See the effects edit
View QuickTime

Three films that have inspired your work?
Georges Mélies’s Le Voyage dans la lune (1902); a German Expressionist film by Robert Wiene, The Cabinet of Dr. Caligari (1920); and American action film noirs from the 1940s and 1950s. With all the past, present and future ideas I was trying to reflect, I’d also have to mention Chris Marker’s La Jetée (1962).

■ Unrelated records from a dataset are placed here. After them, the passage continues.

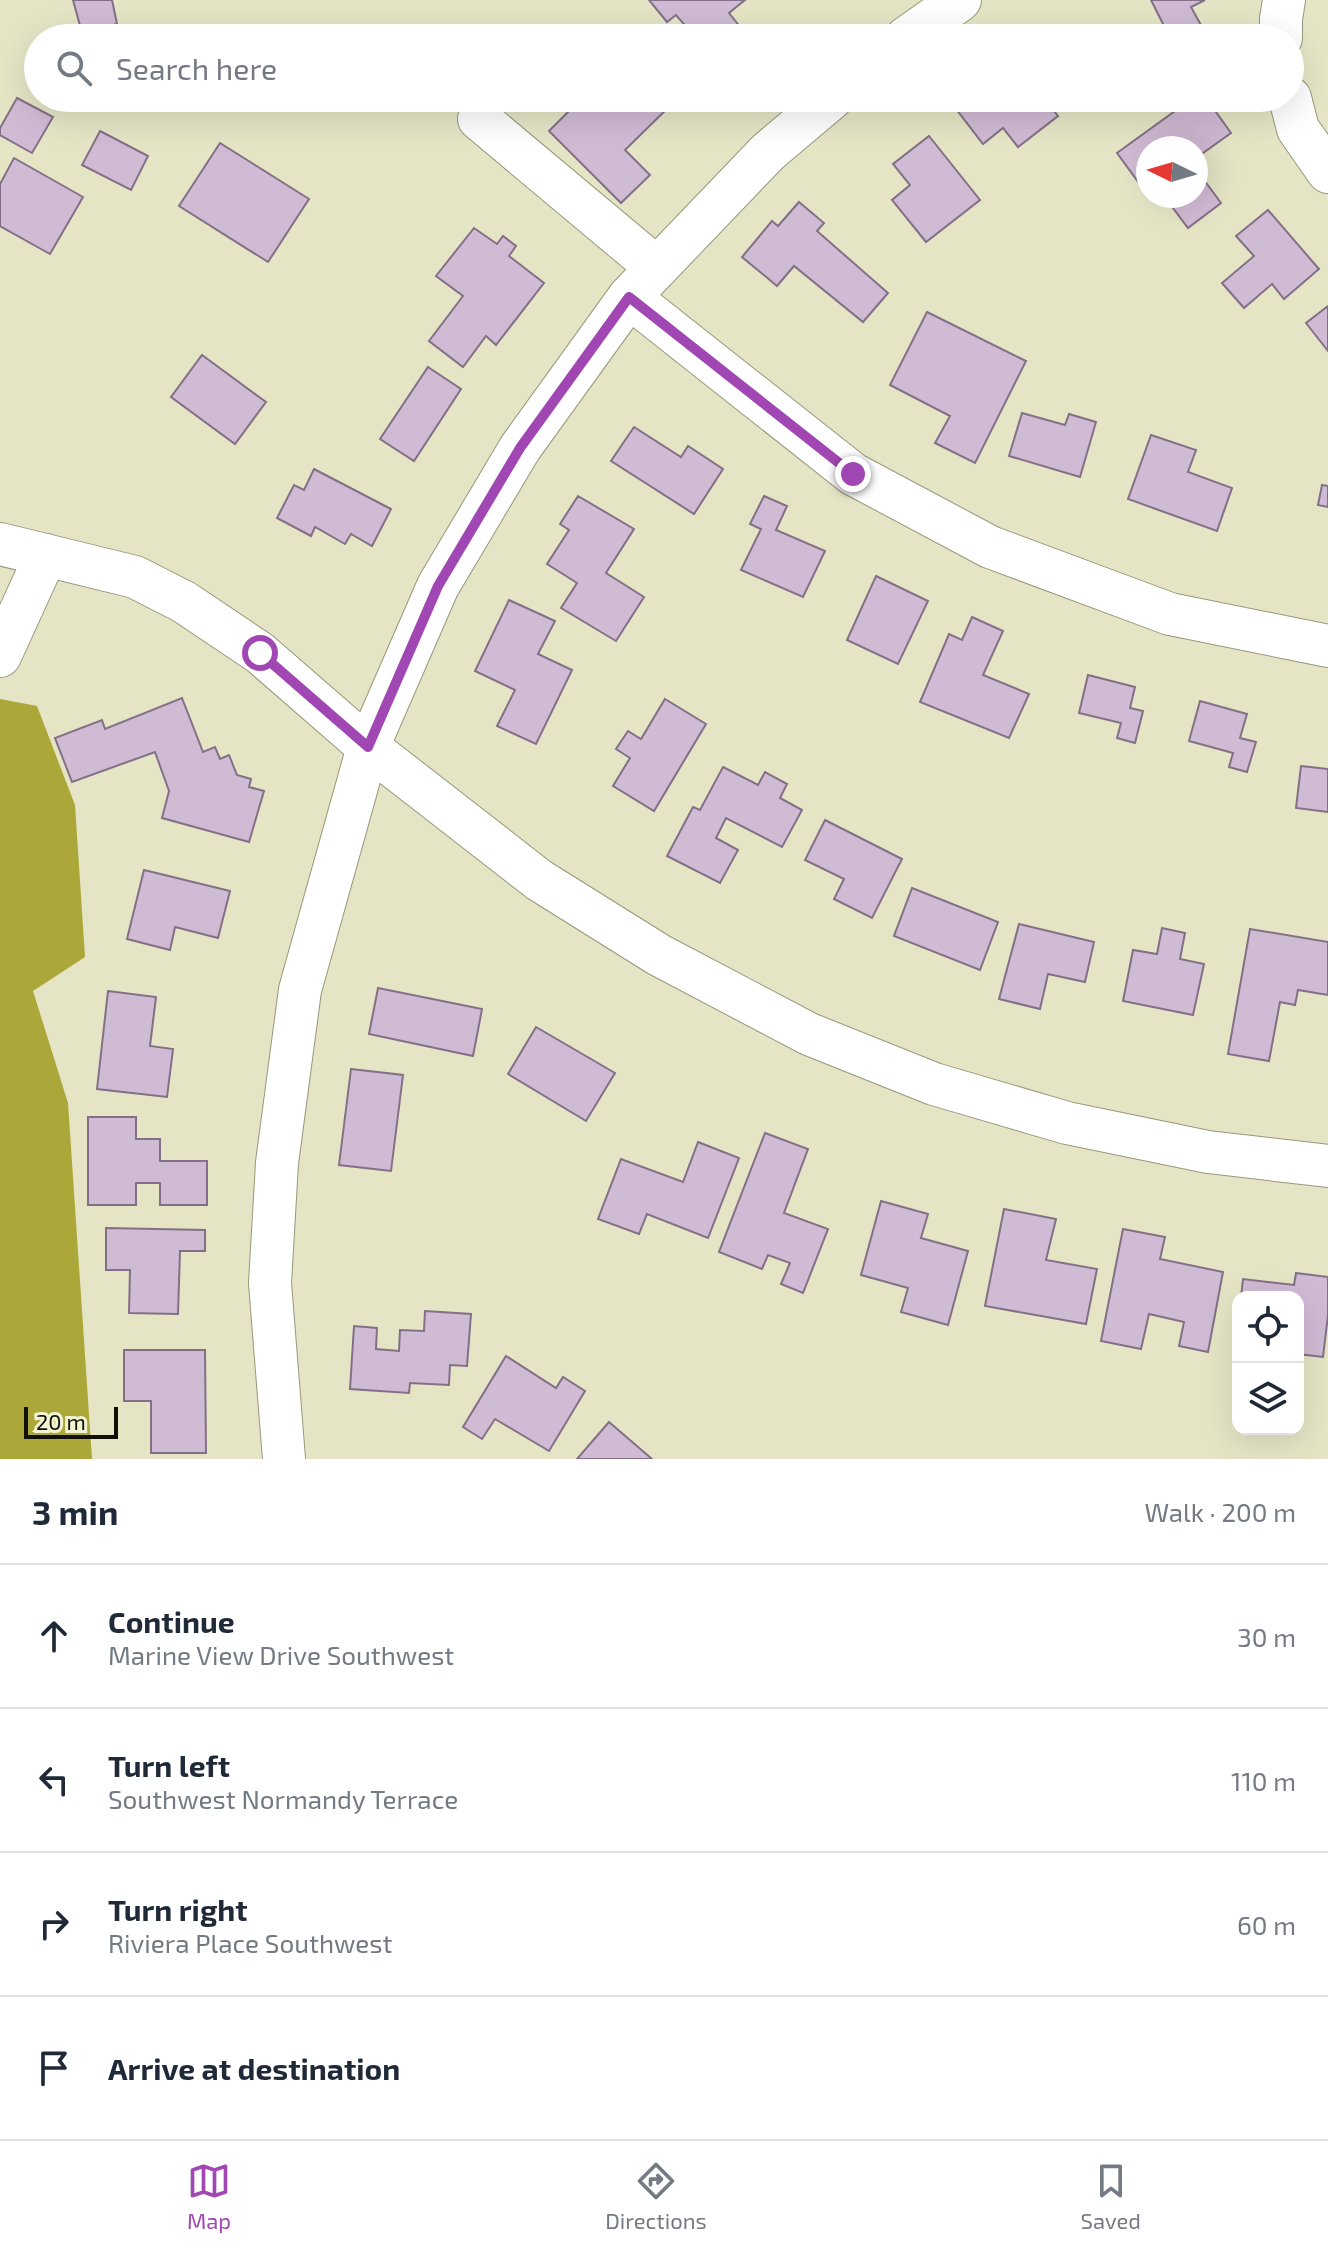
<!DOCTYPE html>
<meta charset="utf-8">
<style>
:root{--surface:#fff;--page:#f2f2f3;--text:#1f2937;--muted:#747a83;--line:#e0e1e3;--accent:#a147b3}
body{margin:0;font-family:"Exo 2",sans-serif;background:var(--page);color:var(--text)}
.controls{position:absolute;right:24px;bottom:24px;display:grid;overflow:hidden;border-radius:16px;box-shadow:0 8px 32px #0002}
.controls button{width:72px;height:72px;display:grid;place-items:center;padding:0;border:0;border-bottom:2px solid var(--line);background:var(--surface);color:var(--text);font:40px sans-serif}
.compass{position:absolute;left:1136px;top:136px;width:72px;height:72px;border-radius:50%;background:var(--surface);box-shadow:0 8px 32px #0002;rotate:275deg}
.scale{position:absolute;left:24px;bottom:20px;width:94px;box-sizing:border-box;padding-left:8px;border:4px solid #101006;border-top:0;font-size:22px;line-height:28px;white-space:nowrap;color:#101006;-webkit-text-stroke:6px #f2f3d3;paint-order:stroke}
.stop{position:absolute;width:24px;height:24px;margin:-18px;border:6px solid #a147b3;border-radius:50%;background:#fff}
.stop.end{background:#a147b3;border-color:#fff;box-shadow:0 2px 8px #0008}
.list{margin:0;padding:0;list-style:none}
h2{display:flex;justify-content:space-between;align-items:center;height:104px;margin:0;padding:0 32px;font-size:34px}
h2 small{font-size:26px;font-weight:400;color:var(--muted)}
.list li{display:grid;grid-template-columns:52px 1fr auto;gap:24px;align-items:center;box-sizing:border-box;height:144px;padding:0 32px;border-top:2px solid var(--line)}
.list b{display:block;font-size:30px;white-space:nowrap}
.list p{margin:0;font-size:26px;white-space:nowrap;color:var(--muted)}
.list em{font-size:26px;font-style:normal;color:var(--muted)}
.icon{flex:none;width:44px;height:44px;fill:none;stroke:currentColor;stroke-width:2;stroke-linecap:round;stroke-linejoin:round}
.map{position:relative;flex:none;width:1328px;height:1459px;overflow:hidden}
.search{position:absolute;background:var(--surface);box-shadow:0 8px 32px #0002;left:24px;right:24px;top:24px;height:88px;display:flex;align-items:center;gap:20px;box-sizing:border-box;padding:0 28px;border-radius:44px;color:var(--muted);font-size:30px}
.sheet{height:680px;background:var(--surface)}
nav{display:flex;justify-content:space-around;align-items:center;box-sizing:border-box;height:112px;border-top:2px solid var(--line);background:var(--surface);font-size:22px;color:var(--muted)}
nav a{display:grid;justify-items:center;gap:4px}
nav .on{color:var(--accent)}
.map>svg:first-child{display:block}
.forest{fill:#aba739}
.building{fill:#d0bbd4;stroke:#837086;stroke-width:2}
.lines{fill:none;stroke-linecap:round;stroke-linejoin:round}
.minor-casing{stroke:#97977a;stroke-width:44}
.minor{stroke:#fff;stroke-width:42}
.route{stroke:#a147b3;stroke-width:10}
</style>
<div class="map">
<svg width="1328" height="1459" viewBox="0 0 1328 1459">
<rect width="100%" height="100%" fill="#e5e5c6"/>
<polygon class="forest" points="0,699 37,706 75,805 85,957 33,991 68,1103 92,1459 0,1459"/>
<g class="building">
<polygon points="73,0 112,0 117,24 82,33"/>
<polygon points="649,0 745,0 729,13 741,28 729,38 696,38 676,15 667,22"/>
<polygon points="1151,0 1205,0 1191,7 1207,36 1170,38"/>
<polygon points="17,98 53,117 32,153 0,135 0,128"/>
<polygon points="582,98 588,98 601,111 615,98 678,98 625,150 650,175 621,203 549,131"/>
<polygon points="963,98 1044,98 1058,116 1018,147 1003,128 983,144 953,105"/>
<polygon points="1193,98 1206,98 1231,133 1196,158 1196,148 1148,148 1147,194 1117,153"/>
<polygon points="100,131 148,156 131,190 82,165"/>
<polygon points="929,136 980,200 926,242 892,200 910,185 893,164"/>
<polygon points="220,143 309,199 268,262 179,206"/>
<polygon points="14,158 83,197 50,254 0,226 0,184"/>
<polygon points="1196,169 1221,203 1188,228 1164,196 1196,196"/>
<polygon points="799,202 824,223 817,231 888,293 863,322 794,266 777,286 742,257 772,221 778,226"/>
<polygon points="1268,210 1319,269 1284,299 1272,284 1244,308 1222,283 1254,256 1236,236"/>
<polygon points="474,228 497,244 503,236 516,246 509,256 544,283 496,345 486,336 463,367 429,341 463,296 436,276"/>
<polygon points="1328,306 1328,351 1306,323"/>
<polygon points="927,312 1026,361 975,463 935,443 950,416 890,385"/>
<polygon points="202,355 266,402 235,444 171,397"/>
<polygon points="428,367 461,389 414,461 380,439"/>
<polygon points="1022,413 1065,425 1069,414 1096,422 1080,477 1009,456"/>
<polygon points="634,427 681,457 688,446 723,469 694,514 611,461"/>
<polygon points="1151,435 1196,450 1188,472 1232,488 1217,531 1128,499"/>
<polygon points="314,469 391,509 372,546 351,534 345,544 315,527 311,536 277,518 294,485 304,490"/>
<polygon points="1322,485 1328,486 1328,507 1318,505"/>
<polygon points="578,496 634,529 606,573 644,597 616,641 561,608 577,583 547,564 569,530 560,524"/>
<polygon points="764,496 787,506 776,530 825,551 803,597 741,570 761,529 750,524"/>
<polygon points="876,576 928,601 898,664 847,640"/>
<polygon points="509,600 555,621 538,654 572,670 536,744 497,726 515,690 475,671"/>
<polygon points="972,617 1003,631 983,675 1029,694 1009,738 920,702 949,634 962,640"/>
<polygon points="1088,675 1135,687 1130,708 1143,711 1135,743 1117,738 1121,723 1079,713"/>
<polygon points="182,698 203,752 215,747 220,759 229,755 237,775 251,779 249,787 264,791 249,842 162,818 169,791 155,752 72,782 55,738 102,720 105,729"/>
<polygon points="665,699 706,724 654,811 613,786 630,758 616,749 628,731 641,739"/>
<polygon points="1200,701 1247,714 1240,738 1256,742 1247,772 1229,767 1233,753 1189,741"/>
<polygon points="1301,766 1328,769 1328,812 1296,808"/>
<polygon points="723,767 758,785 765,772 787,784 780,798 802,810 782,847 726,818 716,838 738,850 720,883 667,856 693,807 700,810"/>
<polygon points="825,820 902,859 872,918 834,899 844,879 805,860"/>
<polygon points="144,870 230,891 218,938 175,927 170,950 127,939"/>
<polygon points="912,888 998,922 980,970 894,936"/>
<polygon points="1019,924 1094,942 1085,982 1048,974 1040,1009 999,999"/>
<polygon points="1162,928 1185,933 1180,959 1204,964 1193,1015 1123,1001 1133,950 1157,954"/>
<polygon points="1250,929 1328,942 1328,995 1298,990 1295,1005 1280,1002 1269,1061 1228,1054"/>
<polygon points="378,988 482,1009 473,1056 369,1034"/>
<polygon points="108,991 156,997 150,1046 173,1049 167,1097 97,1089"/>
<polygon points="536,1027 615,1073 586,1121 508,1074"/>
<polygon points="351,1069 403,1075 391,1171 339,1165"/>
<polygon points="88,1117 136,1117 136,1139 160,1139 160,1161 207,1161 207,1205 160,1205 160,1183 136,1183 136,1205 88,1205"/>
<polygon points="765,1133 808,1149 784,1213 828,1229 803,1293 781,1284 790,1263 768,1255 762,1269 719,1252"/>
<polygon points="698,1142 739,1158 708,1238 647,1214 639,1234 598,1219 621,1159 683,1182"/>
<polygon points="881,1201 928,1214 921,1238 968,1251 948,1325 901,1312 908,1288 861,1275"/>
<polygon points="1004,1209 1056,1219 1046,1260 1097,1269 1086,1324 985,1306"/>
<polygon points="106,1228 205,1230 205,1251 180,1251 178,1314 129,1313 130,1270 106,1270"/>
<polygon points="1123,1229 1165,1237 1160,1259 1223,1272 1208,1352 1179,1346 1184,1322 1149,1314 1141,1349 1101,1341"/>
<polygon points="1296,1273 1328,1277 1328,1315 1323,1357 1298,1354 1298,1297 1241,1297 1243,1279 1294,1285"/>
<polygon points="425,1311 471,1314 467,1366 450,1365 449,1385 410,1383 409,1393 350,1389 354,1326 377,1328 376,1349 399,1351 400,1330 424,1331"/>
<polygon points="124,1350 205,1350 206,1453 151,1453 151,1401 124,1401"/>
<polygon points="506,1356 556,1388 563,1377 585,1391 549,1451 495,1419 482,1439 463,1427"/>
<polygon points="609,1422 652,1459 577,1459"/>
</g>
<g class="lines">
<defs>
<g id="minor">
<polyline points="906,38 960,0"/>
<polyline points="1281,38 1281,19 1284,0"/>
<polyline points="1290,98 1298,129 1328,172"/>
<polyline points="479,119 657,268"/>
<polyline points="629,297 853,474 990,547 1170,614 1328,646"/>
<polyline points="0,544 135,577 184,602 260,653 368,747 539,880 659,955 809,1034 934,1084 1067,1123 1208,1152 1328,1166"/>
<polyline points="0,656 46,555"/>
<polyline points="284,1459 270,1283 277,1163 300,990 368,747 438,586 520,448 629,297 768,152 832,98"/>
</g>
</defs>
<use href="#minor" class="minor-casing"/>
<use href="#minor" class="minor"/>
</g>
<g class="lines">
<polyline class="route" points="260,653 368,747 438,586 520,448 629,297 853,474"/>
</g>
</svg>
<div class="controls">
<button><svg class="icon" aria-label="locate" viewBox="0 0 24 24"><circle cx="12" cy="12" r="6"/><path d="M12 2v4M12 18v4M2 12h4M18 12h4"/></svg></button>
<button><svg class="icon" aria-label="layers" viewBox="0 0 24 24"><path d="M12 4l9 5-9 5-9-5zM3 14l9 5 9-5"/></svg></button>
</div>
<svg class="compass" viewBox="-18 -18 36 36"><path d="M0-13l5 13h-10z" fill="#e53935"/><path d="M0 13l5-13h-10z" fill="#747a83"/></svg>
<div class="scale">20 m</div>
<div class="stop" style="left:260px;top:653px"></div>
<div class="stop end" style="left:853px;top:474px"></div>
<div class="search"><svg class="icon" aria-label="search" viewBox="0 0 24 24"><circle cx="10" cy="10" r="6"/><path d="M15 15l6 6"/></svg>Search here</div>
</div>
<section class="sheet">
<h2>3 min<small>Walk · 200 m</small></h2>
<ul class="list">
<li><svg class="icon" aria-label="ahead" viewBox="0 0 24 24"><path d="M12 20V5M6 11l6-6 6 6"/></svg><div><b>Continue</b><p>Marine View Drive Southwest</p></div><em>30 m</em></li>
<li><svg class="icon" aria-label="left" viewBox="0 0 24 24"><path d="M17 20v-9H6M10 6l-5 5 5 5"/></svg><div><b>Turn left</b><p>Southwest Normandy Terrace</p></div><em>110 m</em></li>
<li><svg class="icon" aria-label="right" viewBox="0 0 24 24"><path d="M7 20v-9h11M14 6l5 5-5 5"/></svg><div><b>Turn right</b><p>Riviera Place Southwest</p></div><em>60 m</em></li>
<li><svg class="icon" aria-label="arrive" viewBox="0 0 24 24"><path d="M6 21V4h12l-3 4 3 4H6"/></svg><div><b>Arrive at destination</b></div></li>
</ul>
</section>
<nav>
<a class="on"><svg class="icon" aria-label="map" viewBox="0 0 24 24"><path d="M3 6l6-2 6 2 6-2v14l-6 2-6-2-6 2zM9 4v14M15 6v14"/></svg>Map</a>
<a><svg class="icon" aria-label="directions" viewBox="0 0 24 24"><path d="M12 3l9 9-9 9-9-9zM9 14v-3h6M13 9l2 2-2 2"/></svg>Directions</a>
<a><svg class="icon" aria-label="saved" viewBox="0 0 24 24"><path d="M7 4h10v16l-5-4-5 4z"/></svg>Saved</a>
</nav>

Morgan with fellow finalist Santiago Sierra at The Next Big Idea premiere in Sydney, Australia. 71207344, Getty Images
Competitive bid
I think film right now is in a really interesting place, and I use the term film in a holistic way, you know, to encompass digital content, as well as purists who shoot with film. People are always going to have an insatiable desire to watch films to look into the worlds of other people, whether they are some type of documentary or narrative story, so people are always going to be wanting that content, but right now I think the means of delivery, that’s what’s changing. Because film is so accessible, you get a camera, go out and shoot, cut it, lay sound, upload it to YouTube or whatever, and you’re a filmmaker!

That’s scary, because in many ways it dilutes the playing field. Your ability to stand out in the crowd, and be seen as a filmmaker – as a professional – is a little more difficult. It means you have to try harder, and be a little different or a little more unique in the way you approach your craft, and that’s cool, I think that’s great. The technology may be at a place where everybody can get a camera easily or access editing equipment more easily, but you still have to have a certain amount of ability. Just because you have the software, it doesn’t mean you are good at using it. I can use Final Cut Pro – doesn’t make me an editor. It makes me someone who can use Final Cut Pro.

If The Next Big Idea were a plate of food?
A very large bowl of alphabet noodle soup. Though, now that I know what a slippery and elusive figure the big idea is, I might question whether it’s merely masquerading as a plate of food.